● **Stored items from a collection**
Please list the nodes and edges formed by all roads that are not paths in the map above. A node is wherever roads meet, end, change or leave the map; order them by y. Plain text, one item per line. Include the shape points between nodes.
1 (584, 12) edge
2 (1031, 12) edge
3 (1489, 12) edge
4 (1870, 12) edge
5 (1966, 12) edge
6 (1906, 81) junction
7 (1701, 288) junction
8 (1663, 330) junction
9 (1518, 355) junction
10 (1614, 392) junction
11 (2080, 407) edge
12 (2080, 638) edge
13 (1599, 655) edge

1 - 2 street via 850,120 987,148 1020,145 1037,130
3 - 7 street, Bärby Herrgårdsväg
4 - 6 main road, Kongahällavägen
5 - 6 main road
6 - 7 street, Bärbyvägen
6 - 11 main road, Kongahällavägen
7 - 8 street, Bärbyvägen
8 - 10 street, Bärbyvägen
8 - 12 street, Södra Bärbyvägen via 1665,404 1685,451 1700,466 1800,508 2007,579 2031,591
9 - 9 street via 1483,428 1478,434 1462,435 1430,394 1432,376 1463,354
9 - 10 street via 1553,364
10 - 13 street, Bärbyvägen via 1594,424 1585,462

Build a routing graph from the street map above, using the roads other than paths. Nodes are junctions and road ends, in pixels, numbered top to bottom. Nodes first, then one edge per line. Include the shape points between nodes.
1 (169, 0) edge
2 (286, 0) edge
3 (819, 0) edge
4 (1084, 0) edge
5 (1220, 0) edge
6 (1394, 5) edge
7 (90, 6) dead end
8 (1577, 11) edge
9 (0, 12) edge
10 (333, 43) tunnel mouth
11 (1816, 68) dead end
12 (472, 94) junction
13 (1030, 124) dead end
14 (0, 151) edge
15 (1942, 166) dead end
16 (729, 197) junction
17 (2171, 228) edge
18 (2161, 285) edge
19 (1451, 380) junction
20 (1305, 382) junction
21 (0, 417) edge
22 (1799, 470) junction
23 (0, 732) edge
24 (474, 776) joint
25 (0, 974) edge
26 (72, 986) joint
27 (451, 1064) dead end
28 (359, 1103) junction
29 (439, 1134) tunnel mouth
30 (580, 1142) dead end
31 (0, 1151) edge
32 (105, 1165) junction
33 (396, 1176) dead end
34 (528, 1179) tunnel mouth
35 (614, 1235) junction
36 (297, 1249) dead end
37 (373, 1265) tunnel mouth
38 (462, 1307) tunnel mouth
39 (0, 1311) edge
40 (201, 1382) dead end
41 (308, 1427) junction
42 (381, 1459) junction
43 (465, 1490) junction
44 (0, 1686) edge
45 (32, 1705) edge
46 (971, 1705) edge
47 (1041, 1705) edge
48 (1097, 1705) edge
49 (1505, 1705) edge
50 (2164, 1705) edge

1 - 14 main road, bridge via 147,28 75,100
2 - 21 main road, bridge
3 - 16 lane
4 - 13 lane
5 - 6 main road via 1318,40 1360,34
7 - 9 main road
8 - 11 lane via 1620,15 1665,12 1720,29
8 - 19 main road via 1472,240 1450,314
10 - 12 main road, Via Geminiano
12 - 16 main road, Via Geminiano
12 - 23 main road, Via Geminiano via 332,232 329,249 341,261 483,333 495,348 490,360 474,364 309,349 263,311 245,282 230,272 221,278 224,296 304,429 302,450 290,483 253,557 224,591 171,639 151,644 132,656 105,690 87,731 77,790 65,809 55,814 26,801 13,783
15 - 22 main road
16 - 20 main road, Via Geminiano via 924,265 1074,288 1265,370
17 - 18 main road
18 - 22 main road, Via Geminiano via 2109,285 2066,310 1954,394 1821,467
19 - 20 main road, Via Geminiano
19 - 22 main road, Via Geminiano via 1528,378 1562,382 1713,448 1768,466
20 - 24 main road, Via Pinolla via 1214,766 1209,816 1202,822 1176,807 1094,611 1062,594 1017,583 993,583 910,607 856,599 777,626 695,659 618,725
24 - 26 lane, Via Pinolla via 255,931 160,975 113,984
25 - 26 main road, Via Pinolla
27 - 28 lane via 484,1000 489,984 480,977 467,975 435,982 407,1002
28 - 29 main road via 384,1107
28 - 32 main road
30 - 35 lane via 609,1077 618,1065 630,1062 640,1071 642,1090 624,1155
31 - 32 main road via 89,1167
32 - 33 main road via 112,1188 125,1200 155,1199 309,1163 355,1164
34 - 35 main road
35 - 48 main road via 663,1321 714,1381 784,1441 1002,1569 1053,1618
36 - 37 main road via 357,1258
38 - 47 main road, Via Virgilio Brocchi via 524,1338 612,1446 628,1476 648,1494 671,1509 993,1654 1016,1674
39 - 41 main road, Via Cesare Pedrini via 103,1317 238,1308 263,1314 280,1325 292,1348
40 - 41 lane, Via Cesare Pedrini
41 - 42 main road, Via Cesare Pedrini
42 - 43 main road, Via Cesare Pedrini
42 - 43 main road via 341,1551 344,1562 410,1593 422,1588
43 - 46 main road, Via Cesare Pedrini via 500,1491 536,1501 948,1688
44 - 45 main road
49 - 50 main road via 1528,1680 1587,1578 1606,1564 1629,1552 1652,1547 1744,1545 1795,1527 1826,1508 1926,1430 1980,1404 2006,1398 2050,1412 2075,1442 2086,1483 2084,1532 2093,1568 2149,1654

● **What is being asked**
Where a line of the records contains the word "dead", copy that line.

● **Answer below**
7 (90, 6) dead end
11 (1816, 68) dead end
13 (1030, 124) dead end
15 (1942, 166) dead end
27 (451, 1064) dead end
30 (580, 1142) dead end
33 (396, 1176) dead end
36 (297, 1249) dead end
40 (201, 1382) dead end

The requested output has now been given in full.